Coda File System

Re: Adding a replicating server

From: Jan Harkes <jaharkes_at_cs.cmu.edu>
Date: Thu, 21 Apr 2005 14:29:43 -0400
On Wed, Apr 20, 2005 at 05:35:59PM -0600, Patrick Walsh wrote:
> # volutil info /.0
> Recoverable volume log
> version: 1 malloced
> ...

    # volutil info vmm:root
    V_BindToServer: binding to host verdi
    Recoverable volume log 
    version: 1 malloced
    adm_limit 4096 size 32 used 2
    rec_max_seqno 1400 current_seq_no 1400
    index contents

I'm wondering if the resolution log is enabled on your 1000001 replica.
Normally we turn it off for singly replicated volumes. However this will
be a problem once you hit a conflict now that there are multiple
replicas.

Essentially this log contains all operations that were applied to a
server, but not yet confirmed as completed everywhere by a phase2 commit
message (COP2). Normally a client will send an operation to all servers
and collect the responses, on the next operation it piggybacks the COP2
assocated the previous operation. If there isn't a next operation within
a certain time window it flushes any pending COP2's with a separate RPC
call.

However, if the client disconnects before the COP2 is sent, the logged
operation will not get cancelled. Another place where this happens is
when a client is performing weak reintegration where it sends updates to
only a single replica and then triggers resolution to propagate the
changes to the other replicas.

However since there is only a single replica a client never notices that
there might be uncomfirmed operations, we normally detect them by
looking at version vector differences between replicas. As a result we
never force the replica to 'resolve' and the log keeps slowly growing
until it fills up and the server dies, search for AllocViaWrapAround in
the coda mailinglist archives.

Since 5.3.17 we turn the resolution log off when we create a replicated
volume with only a single replica, this way we never add new entries to
the log and avoid the crash.

I seem to recall that the last time someone tried to reenable the
resolution log the server didn't really like it... Just tried it, I
created a single replica, filled it with data, turned resolution back
on, created a second replica, extended the volume in the VRDB.

That all seemed to work.

However my client doesn't seem to pick up the volume change just yet. I
already tried
    'cfs checkvolumes'
    'cfs disconnect; cfs cs; cfs reconnect; cfs cs'

Ok, looking at the source, clearly this will never work since it only
picks up changes when the volume name <> volume id mapping changes.
However the create does look smart enough to simply update an existing
volume, I'll see if I can get it to follow that code-path.

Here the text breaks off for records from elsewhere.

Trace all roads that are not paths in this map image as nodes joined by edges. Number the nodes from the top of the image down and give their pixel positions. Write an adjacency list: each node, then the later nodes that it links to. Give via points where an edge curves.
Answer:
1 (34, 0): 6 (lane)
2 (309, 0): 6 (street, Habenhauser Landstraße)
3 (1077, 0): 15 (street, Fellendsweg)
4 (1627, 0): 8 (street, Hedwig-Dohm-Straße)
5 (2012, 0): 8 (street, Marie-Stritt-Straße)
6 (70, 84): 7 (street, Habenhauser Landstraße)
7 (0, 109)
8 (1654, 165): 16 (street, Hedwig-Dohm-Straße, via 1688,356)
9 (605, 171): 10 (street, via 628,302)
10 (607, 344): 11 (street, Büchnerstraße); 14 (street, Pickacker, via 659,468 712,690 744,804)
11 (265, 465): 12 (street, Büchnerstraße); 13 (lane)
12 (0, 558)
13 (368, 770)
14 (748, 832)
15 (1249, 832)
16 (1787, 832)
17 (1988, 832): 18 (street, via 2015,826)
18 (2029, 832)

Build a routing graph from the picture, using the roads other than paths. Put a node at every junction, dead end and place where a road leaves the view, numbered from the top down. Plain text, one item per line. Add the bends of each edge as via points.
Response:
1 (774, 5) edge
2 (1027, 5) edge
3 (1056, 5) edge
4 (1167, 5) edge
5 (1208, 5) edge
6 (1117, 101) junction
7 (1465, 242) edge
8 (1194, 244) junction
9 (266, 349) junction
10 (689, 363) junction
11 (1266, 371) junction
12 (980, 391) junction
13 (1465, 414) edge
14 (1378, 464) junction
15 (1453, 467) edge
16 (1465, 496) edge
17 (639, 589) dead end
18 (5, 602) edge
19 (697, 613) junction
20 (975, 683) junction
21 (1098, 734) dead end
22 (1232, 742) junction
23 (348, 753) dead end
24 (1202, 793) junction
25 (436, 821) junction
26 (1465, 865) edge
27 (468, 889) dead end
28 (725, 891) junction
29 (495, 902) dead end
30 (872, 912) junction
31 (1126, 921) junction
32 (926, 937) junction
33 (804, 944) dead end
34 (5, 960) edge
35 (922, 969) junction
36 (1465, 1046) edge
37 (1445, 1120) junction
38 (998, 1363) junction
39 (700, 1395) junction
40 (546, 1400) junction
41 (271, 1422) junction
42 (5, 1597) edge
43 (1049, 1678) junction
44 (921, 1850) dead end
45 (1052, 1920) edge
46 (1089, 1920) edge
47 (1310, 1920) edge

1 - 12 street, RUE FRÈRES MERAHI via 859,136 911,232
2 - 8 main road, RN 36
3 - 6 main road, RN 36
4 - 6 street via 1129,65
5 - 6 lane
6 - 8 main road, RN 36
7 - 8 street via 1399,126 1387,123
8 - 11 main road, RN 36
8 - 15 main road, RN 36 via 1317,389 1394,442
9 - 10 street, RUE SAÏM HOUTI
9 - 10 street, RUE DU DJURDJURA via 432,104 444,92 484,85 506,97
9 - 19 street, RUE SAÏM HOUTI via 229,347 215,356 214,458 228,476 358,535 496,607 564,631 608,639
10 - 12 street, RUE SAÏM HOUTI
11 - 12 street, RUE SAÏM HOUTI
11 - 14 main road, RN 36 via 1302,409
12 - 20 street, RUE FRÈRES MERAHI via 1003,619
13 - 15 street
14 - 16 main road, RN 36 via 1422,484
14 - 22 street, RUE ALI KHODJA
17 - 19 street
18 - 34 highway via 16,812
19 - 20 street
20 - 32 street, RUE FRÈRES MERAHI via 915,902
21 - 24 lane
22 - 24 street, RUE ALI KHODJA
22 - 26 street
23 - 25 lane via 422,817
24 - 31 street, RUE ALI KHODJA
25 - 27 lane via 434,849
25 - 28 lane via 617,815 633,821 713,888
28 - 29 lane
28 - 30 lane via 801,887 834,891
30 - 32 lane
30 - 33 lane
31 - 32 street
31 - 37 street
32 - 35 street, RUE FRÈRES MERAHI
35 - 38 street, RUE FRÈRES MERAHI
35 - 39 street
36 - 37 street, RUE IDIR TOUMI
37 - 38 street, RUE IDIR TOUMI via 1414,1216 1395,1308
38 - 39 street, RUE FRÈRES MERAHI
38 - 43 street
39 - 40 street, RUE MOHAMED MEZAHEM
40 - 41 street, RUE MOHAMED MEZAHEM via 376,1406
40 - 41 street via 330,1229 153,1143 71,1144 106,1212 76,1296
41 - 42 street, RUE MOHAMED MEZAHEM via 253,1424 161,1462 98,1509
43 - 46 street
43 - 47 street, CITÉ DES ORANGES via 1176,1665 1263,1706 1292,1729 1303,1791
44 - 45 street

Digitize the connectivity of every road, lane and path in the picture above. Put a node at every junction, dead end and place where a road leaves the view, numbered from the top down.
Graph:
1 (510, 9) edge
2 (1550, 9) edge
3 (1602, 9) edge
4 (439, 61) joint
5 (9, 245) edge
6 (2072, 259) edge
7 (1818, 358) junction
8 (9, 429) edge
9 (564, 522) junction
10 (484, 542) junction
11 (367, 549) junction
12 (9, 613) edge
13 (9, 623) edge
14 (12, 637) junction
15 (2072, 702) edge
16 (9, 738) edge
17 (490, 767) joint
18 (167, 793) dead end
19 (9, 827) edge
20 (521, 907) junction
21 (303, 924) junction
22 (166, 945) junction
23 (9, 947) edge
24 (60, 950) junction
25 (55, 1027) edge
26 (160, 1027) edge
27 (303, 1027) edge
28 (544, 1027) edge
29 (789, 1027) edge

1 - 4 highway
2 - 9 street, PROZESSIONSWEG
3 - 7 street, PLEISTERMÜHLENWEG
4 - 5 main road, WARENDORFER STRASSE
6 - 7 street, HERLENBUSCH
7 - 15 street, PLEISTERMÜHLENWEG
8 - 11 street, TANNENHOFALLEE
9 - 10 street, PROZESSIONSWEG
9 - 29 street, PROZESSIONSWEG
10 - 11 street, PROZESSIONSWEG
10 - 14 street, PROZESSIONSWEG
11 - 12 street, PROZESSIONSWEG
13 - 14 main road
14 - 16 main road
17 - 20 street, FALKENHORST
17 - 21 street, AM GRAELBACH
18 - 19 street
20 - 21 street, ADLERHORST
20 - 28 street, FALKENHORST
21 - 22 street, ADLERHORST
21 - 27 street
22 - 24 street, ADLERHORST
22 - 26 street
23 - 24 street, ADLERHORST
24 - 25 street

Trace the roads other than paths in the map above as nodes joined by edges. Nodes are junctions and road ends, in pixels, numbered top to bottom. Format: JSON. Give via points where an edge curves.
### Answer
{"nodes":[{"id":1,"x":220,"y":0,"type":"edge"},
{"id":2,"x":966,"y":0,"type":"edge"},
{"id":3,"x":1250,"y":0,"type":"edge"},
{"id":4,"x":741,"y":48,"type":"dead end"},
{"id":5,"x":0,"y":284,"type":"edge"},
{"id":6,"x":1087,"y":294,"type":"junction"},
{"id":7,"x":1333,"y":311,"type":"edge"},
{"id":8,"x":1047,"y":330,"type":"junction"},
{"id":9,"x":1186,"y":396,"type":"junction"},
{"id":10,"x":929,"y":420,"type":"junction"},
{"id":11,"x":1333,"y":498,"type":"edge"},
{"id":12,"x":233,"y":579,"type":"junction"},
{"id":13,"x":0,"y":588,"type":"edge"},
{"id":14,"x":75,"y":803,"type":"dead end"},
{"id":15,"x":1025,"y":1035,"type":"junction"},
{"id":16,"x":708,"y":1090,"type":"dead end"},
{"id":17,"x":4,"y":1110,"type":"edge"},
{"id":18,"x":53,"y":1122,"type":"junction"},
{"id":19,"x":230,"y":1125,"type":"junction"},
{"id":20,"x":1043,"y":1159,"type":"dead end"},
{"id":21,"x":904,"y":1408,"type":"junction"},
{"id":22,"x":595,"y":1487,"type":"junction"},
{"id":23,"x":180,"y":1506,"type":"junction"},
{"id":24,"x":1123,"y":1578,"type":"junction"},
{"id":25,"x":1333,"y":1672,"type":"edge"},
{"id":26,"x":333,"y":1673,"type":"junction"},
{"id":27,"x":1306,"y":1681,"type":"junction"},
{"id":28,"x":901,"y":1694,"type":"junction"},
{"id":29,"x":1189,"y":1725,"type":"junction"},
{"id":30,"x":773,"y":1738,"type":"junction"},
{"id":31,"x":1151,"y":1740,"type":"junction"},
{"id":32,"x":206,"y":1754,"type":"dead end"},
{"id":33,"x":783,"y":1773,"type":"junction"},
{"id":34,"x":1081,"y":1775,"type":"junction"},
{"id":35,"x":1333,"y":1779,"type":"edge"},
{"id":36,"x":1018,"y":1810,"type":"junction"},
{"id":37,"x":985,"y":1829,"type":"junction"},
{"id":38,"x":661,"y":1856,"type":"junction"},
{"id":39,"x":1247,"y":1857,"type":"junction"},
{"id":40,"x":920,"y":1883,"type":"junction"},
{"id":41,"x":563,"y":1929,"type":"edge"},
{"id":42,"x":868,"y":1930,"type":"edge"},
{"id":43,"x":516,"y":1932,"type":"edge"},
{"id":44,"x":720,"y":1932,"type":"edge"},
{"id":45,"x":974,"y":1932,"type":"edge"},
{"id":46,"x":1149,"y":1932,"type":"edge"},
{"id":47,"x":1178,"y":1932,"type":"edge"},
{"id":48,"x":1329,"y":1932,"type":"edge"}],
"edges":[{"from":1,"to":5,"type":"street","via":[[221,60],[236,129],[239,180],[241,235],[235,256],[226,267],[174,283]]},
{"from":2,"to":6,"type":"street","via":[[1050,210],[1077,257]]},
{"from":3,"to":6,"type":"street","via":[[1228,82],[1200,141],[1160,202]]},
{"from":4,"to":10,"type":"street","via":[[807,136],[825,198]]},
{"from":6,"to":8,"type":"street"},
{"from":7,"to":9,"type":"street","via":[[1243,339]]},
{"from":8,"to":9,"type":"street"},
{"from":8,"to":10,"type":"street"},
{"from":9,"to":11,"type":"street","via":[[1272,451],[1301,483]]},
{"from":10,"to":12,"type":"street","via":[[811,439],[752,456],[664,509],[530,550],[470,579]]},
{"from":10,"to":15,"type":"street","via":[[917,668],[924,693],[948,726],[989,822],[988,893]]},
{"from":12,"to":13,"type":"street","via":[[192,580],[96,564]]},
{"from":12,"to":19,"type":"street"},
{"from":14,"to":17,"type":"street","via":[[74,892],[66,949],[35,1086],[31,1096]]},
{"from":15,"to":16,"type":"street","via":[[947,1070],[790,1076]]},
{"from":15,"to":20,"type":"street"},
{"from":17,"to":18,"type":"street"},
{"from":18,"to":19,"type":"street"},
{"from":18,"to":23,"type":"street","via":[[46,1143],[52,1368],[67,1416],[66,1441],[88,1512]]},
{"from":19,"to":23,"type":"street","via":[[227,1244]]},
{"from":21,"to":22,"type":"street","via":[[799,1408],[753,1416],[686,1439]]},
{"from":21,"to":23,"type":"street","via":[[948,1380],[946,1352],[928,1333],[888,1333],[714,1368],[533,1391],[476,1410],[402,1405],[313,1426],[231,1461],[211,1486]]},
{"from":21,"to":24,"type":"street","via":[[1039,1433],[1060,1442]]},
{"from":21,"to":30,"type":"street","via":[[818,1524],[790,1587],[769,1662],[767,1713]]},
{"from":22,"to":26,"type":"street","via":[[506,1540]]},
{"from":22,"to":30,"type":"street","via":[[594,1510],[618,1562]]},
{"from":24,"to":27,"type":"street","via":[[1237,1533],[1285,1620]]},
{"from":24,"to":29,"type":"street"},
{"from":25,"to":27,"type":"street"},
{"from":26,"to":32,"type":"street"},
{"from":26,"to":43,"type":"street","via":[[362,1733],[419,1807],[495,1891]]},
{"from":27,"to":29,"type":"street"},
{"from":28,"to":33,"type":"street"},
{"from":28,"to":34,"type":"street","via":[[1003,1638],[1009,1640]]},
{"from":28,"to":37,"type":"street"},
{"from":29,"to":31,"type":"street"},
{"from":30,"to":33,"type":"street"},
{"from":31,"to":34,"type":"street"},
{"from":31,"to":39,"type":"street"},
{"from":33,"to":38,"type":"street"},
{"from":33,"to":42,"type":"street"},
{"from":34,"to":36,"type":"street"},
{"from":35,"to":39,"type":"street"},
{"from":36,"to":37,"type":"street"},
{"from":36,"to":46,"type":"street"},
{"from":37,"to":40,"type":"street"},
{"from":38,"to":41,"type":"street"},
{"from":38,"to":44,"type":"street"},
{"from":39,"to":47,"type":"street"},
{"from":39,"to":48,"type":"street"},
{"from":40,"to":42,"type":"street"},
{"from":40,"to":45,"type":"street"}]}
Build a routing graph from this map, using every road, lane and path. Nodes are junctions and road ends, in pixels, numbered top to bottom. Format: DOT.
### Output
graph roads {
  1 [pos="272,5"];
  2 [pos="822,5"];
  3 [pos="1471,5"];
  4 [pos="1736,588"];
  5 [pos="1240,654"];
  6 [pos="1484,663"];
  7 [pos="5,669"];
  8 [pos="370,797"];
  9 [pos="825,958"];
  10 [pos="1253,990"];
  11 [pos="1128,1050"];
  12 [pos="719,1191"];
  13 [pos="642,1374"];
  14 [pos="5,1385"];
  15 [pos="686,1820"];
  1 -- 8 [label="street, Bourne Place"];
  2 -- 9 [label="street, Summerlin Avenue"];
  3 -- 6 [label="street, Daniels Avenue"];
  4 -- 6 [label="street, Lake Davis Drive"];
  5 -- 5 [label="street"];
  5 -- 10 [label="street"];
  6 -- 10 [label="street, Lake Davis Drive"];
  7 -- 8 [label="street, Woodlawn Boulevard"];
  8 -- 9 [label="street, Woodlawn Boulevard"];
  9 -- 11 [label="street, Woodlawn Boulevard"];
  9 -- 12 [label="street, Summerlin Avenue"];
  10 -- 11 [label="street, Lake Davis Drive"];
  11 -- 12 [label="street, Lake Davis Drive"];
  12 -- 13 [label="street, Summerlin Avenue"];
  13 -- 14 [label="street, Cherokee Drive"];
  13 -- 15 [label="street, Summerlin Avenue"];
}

The only solution right now is to either flush every object that exists
in the resized volume which purges the stale volume information from the
client cache, or to reinitialize your clients. So for me with my single
testvolume the following worked,

    $ cd .. # making sure nothing has a reference to any object in the volume.
    $ cfs fl testvolume
    $ cfs whereis testvolume
      VIVALDI.CODA.CS.CMU.EDU  MAHLER.CODA.CS.CMU.EDU

And now I see Resolve messages showing up in codacon when I run 'ls'.

Jan
Received on 2005-04-21 14:31:11